* _Input for this task_
§

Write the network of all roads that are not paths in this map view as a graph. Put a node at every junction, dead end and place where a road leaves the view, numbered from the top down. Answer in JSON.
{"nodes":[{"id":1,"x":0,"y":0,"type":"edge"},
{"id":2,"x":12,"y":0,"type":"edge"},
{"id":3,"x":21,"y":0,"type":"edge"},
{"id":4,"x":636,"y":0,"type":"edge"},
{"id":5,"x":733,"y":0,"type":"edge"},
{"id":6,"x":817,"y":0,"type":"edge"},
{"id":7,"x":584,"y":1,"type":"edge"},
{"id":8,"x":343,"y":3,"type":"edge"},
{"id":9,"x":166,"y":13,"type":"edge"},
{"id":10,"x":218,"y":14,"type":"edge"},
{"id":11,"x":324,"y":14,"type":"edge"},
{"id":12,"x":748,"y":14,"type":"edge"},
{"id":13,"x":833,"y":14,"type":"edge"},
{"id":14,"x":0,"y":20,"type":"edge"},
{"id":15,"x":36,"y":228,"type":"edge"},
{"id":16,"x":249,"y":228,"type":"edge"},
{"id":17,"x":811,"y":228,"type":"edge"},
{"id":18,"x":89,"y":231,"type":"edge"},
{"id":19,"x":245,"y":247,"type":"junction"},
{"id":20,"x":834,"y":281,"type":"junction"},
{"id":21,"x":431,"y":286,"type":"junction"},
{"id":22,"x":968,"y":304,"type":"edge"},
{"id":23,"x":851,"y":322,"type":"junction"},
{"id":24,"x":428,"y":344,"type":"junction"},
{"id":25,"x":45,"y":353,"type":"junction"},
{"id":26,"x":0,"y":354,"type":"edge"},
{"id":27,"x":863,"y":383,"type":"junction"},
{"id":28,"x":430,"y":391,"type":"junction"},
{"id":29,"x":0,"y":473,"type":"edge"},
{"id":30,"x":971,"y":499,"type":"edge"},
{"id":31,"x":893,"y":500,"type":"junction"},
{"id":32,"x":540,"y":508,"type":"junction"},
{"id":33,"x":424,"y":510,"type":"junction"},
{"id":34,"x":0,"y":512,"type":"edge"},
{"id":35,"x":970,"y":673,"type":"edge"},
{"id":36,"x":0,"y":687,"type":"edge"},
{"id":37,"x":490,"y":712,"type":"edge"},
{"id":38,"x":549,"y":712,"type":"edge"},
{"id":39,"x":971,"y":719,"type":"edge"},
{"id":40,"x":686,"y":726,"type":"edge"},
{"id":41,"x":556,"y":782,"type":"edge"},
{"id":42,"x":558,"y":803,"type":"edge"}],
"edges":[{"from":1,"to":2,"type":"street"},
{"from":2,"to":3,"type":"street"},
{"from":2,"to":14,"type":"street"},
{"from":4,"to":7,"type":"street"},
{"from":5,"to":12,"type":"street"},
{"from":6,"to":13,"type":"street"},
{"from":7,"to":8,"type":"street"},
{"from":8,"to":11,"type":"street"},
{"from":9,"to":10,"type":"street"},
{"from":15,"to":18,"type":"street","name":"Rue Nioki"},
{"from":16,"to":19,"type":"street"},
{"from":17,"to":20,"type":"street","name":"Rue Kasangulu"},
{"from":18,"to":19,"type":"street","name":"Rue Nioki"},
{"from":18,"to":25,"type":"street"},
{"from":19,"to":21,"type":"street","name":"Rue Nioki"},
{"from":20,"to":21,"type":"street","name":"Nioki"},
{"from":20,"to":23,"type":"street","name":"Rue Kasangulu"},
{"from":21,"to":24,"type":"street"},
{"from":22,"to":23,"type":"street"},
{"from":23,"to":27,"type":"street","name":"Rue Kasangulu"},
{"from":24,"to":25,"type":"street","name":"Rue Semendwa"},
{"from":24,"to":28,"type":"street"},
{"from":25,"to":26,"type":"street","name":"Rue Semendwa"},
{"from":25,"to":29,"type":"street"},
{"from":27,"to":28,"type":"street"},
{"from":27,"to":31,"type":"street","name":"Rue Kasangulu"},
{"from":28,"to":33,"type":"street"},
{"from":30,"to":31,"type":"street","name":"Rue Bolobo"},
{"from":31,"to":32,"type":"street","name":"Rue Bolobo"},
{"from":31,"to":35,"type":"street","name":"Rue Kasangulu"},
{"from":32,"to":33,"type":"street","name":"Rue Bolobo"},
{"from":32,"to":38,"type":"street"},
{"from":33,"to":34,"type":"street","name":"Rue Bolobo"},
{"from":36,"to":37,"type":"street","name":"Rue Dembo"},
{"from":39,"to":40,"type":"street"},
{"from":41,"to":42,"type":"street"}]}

§

* _What to do_
Would you filter the entries above and keep each line that has the word "Semendwa"?

* _Response for this exercise_
{"from":24,"to":25,"type":"street","name":"Rue Semendwa"},
{"from":25,"to":26,"type":"street","name":"Rue Semendwa"},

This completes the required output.